TTY output is dense and line-oriented:

ok en
ok en-BU warn="region subtag 'BU' is deprecated; prefer 'MM'" preferred=en-MM
fail de-419-DE error="region subtag may appear at most once"

You can also stream newline-delimited tags through stdin:

printf 'en\nen-BU\nx-private\n' | bcp47 --stdin

Or read them from a file:

bcp47 --file ./tags.txt

If you need machine-readable output, use --json, or just pipe the command:

bcp47 --json en-BU

That produces output like this:

{
  "type": "validation",
  "ok": true,
  "exit": 0,
  "mode": "valid",
  "summary": {
    "total": 1,
    "pass": 1,
    "fail": 0,
    "warn": 1
  },
  "results": [
    {
      "tag": "en-BU",
      "ok": true,
      "wellFormed": true,
      "valid": true,
      "kind": "langtag",
      "warnings": [
        "region subtag 'BU' is deprecated; prefer 'MM'"
      ],
      "preferred": "en-MM",
      "deprecated": true
    }
  ]
}

Structured command errors also use JSON in script mode:

{
  "type": "error",
  "ok": false,
  "exit": 2,
  "code": "missing_option_value",
  "message": "--mode requires a value",
  "suggestions": [
    "Use --mode valid or --mode well-formed.",
    "Run bcp47 --help to see the full syntax."
  ]
}

If you only want to check syntax, switch to well-formed mode:

bcp47 --mode well-formed en-QQ

In well-formed mode, a tag can pass syntax validation even if it is not valid against the IANA registry.

To explain a normal tag:

bcp47 explain en-US

TTY output is sectioned and user-facing:

tag
  input: en-US
status
  ok: true
  wellFormed: true
  valid: true
  kind: langtag
subtags
  1. language: en
     registry: language
     descriptions: English
     suppress-script: Latn
     note: Primary language subtag.
  2. region: US
     registry: region
     descriptions: United States
     note: Region subtag.
guidance
  - Keep tags as short as possible; only add subtags that add useful distinction.
  - Region subtags are only useful when geographic variation needs to be distinguished.

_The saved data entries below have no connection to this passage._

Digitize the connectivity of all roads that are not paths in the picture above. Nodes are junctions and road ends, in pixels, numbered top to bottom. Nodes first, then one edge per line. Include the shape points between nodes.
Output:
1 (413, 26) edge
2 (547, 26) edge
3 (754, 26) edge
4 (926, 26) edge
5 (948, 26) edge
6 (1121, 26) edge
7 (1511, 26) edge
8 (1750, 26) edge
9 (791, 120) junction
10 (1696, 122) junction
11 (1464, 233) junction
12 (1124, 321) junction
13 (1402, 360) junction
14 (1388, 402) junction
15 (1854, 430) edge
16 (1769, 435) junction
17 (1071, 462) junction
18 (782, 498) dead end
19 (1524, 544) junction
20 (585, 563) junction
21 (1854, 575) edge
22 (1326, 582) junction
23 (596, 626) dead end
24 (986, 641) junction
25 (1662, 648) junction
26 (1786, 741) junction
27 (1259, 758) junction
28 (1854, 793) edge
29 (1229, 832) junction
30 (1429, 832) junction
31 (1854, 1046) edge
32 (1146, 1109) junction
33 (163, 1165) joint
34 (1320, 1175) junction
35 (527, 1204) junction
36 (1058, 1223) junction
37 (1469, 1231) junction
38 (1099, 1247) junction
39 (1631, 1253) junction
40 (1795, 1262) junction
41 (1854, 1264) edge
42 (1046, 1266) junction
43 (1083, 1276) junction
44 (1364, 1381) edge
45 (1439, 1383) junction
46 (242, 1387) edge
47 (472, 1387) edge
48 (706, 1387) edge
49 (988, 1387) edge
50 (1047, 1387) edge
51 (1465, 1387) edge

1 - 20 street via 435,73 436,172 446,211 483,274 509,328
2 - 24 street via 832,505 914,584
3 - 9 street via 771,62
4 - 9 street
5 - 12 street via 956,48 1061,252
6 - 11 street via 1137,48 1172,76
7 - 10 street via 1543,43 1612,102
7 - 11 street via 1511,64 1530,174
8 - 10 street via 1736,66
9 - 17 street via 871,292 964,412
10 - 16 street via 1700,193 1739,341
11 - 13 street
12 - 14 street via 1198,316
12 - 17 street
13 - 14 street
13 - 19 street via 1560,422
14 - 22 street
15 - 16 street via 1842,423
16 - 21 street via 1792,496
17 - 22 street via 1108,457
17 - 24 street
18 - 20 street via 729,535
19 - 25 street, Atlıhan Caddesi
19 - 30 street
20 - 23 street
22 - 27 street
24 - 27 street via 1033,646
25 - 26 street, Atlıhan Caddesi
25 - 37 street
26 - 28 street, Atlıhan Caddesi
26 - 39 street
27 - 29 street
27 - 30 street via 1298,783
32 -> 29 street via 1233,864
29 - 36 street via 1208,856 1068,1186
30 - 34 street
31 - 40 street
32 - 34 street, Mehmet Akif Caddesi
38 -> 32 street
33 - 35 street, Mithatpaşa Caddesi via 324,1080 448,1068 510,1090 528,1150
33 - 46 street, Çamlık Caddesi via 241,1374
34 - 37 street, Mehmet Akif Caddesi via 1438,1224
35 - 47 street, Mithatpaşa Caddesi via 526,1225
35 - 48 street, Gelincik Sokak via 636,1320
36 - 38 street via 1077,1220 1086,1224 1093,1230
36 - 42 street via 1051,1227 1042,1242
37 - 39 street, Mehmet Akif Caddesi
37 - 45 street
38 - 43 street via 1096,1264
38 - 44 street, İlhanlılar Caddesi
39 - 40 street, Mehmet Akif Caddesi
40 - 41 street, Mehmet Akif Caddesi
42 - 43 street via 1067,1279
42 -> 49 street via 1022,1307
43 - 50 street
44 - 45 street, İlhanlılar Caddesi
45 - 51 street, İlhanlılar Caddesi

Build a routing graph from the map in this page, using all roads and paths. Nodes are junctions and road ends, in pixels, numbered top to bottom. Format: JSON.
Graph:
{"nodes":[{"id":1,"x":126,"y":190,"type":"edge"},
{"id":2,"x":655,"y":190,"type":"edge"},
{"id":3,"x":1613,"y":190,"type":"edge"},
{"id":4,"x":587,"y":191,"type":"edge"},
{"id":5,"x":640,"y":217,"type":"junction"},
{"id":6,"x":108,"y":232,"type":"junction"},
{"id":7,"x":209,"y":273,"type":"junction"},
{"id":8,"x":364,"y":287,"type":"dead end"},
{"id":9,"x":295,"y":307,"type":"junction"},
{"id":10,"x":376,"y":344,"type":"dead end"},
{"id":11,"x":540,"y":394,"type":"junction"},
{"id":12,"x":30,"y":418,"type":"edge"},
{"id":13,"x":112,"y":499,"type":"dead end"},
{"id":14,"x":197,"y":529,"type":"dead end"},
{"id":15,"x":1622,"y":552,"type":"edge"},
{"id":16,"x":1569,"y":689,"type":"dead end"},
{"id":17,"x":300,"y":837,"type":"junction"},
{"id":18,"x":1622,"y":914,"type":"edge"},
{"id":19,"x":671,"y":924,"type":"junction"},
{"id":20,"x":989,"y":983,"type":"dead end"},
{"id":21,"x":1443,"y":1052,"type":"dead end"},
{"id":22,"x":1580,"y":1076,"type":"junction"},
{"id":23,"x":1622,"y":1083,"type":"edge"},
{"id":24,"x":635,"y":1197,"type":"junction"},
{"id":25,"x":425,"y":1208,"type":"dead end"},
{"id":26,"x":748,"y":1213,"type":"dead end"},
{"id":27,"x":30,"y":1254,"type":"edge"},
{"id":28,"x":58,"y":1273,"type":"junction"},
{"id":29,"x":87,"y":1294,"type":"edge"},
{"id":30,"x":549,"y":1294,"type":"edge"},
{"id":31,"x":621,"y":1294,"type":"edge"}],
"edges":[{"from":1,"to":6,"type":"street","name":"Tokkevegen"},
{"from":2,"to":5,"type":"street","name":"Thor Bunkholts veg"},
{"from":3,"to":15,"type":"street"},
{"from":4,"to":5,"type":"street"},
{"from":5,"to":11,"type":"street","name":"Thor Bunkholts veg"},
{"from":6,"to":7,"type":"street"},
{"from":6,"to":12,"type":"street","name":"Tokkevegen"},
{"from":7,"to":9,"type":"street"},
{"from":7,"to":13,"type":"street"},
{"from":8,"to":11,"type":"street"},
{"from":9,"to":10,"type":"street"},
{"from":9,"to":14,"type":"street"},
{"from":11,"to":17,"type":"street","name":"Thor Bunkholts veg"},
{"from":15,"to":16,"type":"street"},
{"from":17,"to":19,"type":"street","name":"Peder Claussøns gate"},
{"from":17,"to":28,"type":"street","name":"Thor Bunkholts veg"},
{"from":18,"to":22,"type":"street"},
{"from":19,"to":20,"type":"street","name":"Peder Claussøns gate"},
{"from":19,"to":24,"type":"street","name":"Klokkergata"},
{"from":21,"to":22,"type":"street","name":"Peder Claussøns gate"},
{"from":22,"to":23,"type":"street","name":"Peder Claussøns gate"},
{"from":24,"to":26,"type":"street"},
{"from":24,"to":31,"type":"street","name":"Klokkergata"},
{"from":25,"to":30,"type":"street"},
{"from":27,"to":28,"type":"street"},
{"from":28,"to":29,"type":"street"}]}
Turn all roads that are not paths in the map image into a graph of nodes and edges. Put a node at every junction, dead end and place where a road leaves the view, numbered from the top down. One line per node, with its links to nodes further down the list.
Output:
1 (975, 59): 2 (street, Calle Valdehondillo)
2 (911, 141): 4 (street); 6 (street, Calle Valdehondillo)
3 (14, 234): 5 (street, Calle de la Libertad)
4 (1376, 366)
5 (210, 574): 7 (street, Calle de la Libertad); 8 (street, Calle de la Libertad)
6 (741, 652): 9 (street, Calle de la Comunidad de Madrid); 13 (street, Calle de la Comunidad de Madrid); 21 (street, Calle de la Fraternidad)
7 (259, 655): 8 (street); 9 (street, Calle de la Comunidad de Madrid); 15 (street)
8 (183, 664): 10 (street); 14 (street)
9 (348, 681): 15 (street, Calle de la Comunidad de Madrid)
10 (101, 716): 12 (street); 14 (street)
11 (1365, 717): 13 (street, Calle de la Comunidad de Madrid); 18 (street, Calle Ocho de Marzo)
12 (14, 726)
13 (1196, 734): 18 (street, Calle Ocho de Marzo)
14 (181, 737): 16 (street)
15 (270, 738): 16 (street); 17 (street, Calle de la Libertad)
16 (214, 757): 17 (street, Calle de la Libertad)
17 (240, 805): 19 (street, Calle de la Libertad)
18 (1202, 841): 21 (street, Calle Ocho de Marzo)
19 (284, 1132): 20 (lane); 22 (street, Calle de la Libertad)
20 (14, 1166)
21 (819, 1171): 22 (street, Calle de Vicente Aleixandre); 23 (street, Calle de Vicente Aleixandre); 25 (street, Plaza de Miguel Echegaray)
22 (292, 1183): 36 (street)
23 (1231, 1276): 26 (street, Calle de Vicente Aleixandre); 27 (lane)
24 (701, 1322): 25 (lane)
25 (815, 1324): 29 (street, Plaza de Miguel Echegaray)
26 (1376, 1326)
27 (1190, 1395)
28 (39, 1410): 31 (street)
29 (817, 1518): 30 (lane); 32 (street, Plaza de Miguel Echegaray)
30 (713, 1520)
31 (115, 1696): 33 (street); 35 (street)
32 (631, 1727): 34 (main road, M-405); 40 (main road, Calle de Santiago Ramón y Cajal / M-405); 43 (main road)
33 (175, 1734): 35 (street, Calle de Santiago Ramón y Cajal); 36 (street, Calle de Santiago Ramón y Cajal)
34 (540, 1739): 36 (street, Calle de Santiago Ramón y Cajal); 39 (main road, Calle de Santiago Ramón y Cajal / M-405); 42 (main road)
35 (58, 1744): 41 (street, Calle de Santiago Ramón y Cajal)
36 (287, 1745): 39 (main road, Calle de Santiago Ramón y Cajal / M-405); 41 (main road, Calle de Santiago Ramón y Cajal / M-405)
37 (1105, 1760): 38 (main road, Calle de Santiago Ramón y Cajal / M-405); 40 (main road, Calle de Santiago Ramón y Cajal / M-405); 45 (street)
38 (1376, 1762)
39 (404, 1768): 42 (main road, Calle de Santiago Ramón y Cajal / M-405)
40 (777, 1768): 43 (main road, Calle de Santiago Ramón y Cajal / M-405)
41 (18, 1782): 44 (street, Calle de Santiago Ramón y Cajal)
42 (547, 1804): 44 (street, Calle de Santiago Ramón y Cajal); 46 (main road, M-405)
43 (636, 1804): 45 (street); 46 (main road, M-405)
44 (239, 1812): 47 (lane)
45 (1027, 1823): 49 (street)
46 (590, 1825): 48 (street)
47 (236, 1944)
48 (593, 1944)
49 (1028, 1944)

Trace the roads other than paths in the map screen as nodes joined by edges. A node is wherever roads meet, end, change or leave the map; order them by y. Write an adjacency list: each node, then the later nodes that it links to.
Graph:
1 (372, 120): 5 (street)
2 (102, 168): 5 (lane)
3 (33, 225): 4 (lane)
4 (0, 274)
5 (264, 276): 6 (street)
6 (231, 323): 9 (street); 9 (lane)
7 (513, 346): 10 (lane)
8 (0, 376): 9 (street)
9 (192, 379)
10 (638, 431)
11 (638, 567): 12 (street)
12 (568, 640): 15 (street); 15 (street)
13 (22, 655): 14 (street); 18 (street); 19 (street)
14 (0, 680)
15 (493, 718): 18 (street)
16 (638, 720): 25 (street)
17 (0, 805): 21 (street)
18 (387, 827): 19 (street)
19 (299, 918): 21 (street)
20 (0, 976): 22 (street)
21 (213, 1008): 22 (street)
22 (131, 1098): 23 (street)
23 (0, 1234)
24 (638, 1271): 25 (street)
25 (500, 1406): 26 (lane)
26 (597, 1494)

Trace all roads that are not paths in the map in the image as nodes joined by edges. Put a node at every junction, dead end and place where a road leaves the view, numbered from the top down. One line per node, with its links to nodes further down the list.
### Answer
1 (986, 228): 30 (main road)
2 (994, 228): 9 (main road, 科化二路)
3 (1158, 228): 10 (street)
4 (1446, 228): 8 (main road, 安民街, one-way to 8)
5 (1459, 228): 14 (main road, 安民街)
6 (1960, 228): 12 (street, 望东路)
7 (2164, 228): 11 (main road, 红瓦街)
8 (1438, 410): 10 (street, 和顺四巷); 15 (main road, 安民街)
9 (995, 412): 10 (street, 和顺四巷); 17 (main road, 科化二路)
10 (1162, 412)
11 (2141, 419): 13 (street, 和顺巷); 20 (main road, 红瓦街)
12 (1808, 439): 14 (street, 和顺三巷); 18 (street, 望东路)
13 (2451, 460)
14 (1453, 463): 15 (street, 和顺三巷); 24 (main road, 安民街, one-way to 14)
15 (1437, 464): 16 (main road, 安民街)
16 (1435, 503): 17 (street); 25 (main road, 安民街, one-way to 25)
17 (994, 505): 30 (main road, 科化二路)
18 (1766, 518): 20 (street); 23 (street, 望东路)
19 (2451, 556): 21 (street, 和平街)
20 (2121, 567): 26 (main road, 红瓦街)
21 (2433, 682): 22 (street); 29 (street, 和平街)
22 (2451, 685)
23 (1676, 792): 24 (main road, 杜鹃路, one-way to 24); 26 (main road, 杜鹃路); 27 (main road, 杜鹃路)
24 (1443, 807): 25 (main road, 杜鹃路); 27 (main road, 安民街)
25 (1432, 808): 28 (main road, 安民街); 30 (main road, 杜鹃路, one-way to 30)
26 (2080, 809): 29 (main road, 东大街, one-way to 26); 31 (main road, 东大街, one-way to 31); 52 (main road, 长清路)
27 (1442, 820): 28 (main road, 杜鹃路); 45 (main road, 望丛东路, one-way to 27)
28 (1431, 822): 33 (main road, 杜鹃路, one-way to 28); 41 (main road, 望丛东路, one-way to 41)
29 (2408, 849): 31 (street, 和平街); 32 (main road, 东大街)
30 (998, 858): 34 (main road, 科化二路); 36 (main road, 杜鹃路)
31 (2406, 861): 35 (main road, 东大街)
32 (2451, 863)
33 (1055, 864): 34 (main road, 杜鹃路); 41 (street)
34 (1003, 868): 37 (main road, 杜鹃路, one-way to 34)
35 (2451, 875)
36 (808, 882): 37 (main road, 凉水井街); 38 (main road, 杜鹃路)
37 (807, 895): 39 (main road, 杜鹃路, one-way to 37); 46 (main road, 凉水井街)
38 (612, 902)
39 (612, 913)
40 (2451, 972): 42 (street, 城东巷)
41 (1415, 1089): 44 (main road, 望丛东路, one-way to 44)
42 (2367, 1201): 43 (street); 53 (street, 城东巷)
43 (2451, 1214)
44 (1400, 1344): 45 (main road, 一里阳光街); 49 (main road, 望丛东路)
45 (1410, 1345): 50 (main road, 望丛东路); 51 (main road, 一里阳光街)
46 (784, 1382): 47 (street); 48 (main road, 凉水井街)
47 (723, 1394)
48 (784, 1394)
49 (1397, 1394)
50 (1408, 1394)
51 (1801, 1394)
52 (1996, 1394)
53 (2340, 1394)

Examples for other explanation cases:

bcp47 explain zh-yue
bcp47 explain de-DE-u-co-phonebk
bcp47 explain en-US-x-twain
bcp47 explain i-klingon

If you want machine-readable explanation output, use --json or pipe the command:

bcp47 explain --json zh-yue

That produces output like this:

{
  "type": "explanation",
  "ok": true,
  "exit": 0,
  "tag": "zh-yue",
  "wellFormed": true,
  "valid": true,
  "kind": "langtag",
  "deprecated": true,
  "preferred": "yue",
  "subtags": [
    {
      "kind": "language",
      "value": "zh",
      "displayValue": "zh",
      "notes": [
        "Primary language subtag.",
        "This is a macrolanguage covering multiple more specific languages."
      ],
      "registryType": "language",
      "descriptions": [
        "Chinese"
      ],
      "scope": "macrolanguage"
    },
    {
      "kind": "extlang",
      "value": "yue",
      "displayValue": "yue",
      "notes": [
        "Extended language subtag.",
        "Registered prefix: 'zh'.",
        "The standalone language subtag 'yue' is usually preferred over 'zh-yue'."
      ],
      "registryType": "extlang",
      "descriptions": [
        "Yue Chinese",
        "Cantonese"
      ],
      "preferredValue": "yue",
      "prefixes": [
        "zh"
      ],
      "macrolanguage": "zh"
    }
  ],
  "guidance": [
    "Keep tags as short as possible; only add subtags that add useful distinction.",
    "Language subtag 'zh' is a macrolanguage; a more specific encompassed language may be better for new tags, but established usage can still favor the macrolanguage.",
    "The standalone language subtag 'yue' is usually preferred over the extlang form 'zh-yue'.",
    "The exact tag 'zh-yue' is deprecated in the registry; prefer 'yue'."
  ],
  "warnings": [
    "tag 'zh-yue' is deprecated; prefer 'yue'",
    "extended language form 'zh-yue' is valid but 'yue' is preferred"
  ]
}

Validation Behavior

bcp47 distinguishes between two concepts. A tag is well-formed when it matches BCP 47 syntax. A tag is valid when it is well-formed and its language, extlang, script, region, and variant subtags are known in the IANA registry.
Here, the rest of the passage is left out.